Your output should be the entries below, exact in every detail.

——————————

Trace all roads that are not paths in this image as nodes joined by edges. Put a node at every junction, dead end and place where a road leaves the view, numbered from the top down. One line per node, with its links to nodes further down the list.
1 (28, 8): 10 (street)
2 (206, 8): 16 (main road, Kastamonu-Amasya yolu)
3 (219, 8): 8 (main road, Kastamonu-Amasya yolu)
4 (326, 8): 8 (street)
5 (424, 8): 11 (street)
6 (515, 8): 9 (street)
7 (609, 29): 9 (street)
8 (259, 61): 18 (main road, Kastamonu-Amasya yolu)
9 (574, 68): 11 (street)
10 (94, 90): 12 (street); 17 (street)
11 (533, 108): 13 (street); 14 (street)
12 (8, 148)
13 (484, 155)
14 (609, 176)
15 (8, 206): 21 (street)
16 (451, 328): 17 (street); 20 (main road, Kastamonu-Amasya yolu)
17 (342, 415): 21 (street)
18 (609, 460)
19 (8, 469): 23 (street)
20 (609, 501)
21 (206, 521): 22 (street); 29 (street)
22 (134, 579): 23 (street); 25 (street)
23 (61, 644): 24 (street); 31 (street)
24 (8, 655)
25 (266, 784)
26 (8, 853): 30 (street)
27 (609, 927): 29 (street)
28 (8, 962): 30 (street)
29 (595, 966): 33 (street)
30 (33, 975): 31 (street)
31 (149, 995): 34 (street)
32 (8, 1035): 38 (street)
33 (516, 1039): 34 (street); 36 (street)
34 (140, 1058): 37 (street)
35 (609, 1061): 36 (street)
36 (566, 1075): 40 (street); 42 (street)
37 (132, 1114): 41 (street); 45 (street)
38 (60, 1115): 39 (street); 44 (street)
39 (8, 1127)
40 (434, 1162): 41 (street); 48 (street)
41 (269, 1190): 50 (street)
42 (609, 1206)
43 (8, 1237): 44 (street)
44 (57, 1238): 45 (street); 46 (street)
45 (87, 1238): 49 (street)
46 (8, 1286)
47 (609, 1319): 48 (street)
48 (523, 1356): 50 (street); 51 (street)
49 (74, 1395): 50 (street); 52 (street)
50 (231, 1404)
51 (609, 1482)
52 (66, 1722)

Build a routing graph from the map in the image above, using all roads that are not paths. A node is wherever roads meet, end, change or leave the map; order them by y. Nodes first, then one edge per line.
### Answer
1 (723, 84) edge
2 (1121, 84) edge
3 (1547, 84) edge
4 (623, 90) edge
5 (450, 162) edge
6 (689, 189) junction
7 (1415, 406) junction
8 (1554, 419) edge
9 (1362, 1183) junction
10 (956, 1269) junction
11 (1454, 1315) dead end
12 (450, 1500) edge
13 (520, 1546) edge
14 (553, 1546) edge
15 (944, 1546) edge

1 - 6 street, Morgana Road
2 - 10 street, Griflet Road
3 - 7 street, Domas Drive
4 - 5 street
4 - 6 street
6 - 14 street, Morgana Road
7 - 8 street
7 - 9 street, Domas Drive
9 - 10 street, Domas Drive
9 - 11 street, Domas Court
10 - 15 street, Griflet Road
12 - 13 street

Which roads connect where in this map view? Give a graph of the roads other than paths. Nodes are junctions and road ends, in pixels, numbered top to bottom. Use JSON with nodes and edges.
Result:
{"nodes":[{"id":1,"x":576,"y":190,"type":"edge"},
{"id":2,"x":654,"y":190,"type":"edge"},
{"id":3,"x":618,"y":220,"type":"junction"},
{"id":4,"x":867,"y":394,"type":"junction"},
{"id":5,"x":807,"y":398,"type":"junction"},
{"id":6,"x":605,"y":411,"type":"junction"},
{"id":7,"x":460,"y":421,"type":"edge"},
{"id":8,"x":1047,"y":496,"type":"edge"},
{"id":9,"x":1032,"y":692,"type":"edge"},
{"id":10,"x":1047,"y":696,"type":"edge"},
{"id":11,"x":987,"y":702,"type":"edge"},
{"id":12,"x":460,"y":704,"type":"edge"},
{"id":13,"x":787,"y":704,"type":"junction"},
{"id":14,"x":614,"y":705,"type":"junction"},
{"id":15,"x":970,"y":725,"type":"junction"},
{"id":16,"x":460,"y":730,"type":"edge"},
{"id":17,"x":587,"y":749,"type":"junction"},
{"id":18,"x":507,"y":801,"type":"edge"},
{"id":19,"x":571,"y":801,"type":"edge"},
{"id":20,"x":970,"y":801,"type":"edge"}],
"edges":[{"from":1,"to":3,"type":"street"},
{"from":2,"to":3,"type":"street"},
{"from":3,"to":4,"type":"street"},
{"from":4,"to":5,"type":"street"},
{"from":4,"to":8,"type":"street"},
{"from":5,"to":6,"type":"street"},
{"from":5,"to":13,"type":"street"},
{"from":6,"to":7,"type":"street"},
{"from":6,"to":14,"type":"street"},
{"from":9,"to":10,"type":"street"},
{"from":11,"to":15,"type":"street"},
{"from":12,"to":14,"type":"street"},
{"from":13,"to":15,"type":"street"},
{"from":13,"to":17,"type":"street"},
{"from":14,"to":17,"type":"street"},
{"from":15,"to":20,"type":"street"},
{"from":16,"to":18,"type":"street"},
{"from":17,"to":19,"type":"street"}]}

——————————

■ Output below:
Trace all roads that are not paths in this image as nodes joined by edges. Put a node at every junction, dead end and place where a road leaves the view, numbered from the top down. One line per node, with its links to nodes further down the list.
1 (28, 8): 10 (street)
2 (206, 8): 16 (main road, Kastamonu-Amasya yolu)
3 (219, 8): 8 (main road, Kastamonu-Amasya yolu)
4 (326, 8): 8 (street)
5 (424, 8): 11 (street)
6 (515, 8): 9 (street)
7 (609, 29): 9 (street)
8 (259, 61): 18 (main road, Kastamonu-Amasya yolu)
9 (574, 68): 11 (street)
10 (94, 90): 12 (street); 17 (street)
11 (533, 108): 13 (street); 14 (street)
12 (8, 148)
13 (484, 155)
14 (609, 176)
15 (8, 206): 21 (street)
16 (451, 328): 17 (street); 20 (main road, Kastamonu-Amasya yolu)
17 (342, 415): 21 (street)
18 (609, 460)
19 (8, 469): 23 (street)
20 (609, 501)
21 (206, 521): 22 (street); 29 (street)
22 (134, 579): 23 (street); 25 (street)
23 (61, 644): 24 (street); 31 (street)
24 (8, 655)
25 (266, 784)
26 (8, 853): 30 (street)
27 (609, 927): 29 (street)
28 (8, 962): 30 (street)
29 (595, 966): 33 (street)
30 (33, 975): 31 (street)
31 (149, 995): 34 (street)
32 (8, 1035): 38 (street)
33 (516, 1039): 34 (street); 36 (street)
34 (140, 1058): 37 (street)
35 (609, 1061): 36 (street)
36 (566, 1075): 40 (street); 42 (street)
37 (132, 1114): 41 (street); 45 (street)
38 (60, 1115): 39 (street); 44 (street)
39 (8, 1127)
40 (434, 1162): 41 (street); 48 (street)
41 (269, 1190): 50 (street)
42 (609, 1206)
43 (8, 1237): 44 (street)
44 (57, 1238): 45 (street); 46 (street)
45 (87, 1238): 49 (street)
46 (8, 1286)
47 (609, 1319): 48 (street)
48 (523, 1356): 50 (street); 51 (street)
49 (74, 1395): 50 (street); 52 (street)
50 (231, 1404)
51 (609, 1482)
52 (66, 1722)

Build a routing graph from the map in the image above, using all roads that are not paths. A node is wherever roads meet, end, change or leave the map; order them by y. Nodes first, then one edge per line.
### Answer
1 (723, 84) edge
2 (1121, 84) edge
3 (1547, 84) edge
4 (623, 90) edge
5 (450, 162) edge
6 (689, 189) junction
7 (1415, 406) junction
8 (1554, 419) edge
9 (1362, 1183) junction
10 (956, 1269) junction
11 (1454, 1315) dead end
12 (450, 1500) edge
13 (520, 1546) edge
14 (553, 1546) edge
15 (944, 1546) edge

1 - 6 street, Morgana Road
2 - 10 street, Griflet Road
3 - 7 street, Domas Drive
4 - 5 street
4 - 6 street
6 - 14 street, Morgana Road
7 - 8 street
7 - 9 street, Domas Drive
9 - 10 street, Domas Drive
9 - 11 street, Domas Court
10 - 15 street, Griflet Road
12 - 13 street

Which roads connect where in this map view? Give a graph of the roads other than paths. Nodes are junctions and road ends, in pixels, numbered top to bottom. Use JSON with nodes and edges.
Result:
{"nodes":[{"id":1,"x":576,"y":190,"type":"edge"},
{"id":2,"x":654,"y":190,"type":"edge"},
{"id":3,"x":618,"y":220,"type":"junction"},
{"id":4,"x":867,"y":394,"type":"junction"},
{"id":5,"x":807,"y":398,"type":"junction"},
{"id":6,"x":605,"y":411,"type":"junction"},
{"id":7,"x":460,"y":421,"type":"edge"},
{"id":8,"x":1047,"y":496,"type":"edge"},
{"id":9,"x":1032,"y":692,"type":"edge"},
{"id":10,"x":1047,"y":696,"type":"edge"},
{"id":11,"x":987,"y":702,"type":"edge"},
{"id":12,"x":460,"y":704,"type":"edge"},
{"id":13,"x":787,"y":704,"type":"junction"},
{"id":14,"x":614,"y":705,"type":"junction"},
{"id":15,"x":970,"y":725,"type":"junction"},
{"id":16,"x":460,"y":730,"type":"edge"},
{"id":17,"x":587,"y":749,"type":"junction"},
{"id":18,"x":507,"y":801,"type":"edge"},
{"id":19,"x":571,"y":801,"type":"edge"},
{"id":20,"x":970,"y":801,"type":"edge"}],
"edges":[{"from":1,"to":3,"type":"street"},
{"from":2,"to":3,"type":"street"},
{"from":3,"to":4,"type":"street"},
{"from":4,"to":5,"type":"street"},
{"from":4,"to":8,"type":"street"},
{"from":5,"to":6,"type":"street"},
{"from":5,"to":13,"type":"street"},
{"from":6,"to":7,"type":"street"},
{"from":6,"to":14,"type":"street"},
{"from":9,"to":10,"type":"street"},
{"from":11,"to":15,"type":"street"},
{"from":12,"to":14,"type":"street"},
{"from":13,"to":15,"type":"street"},
{"from":13,"to":17,"type":"street"},
{"from":14,"to":17,"type":"street"},
{"from":15,"to":20,"type":"street"},
{"from":16,"to":18,"type":"street"},
{"from":17,"to":19,"type":"street"}]}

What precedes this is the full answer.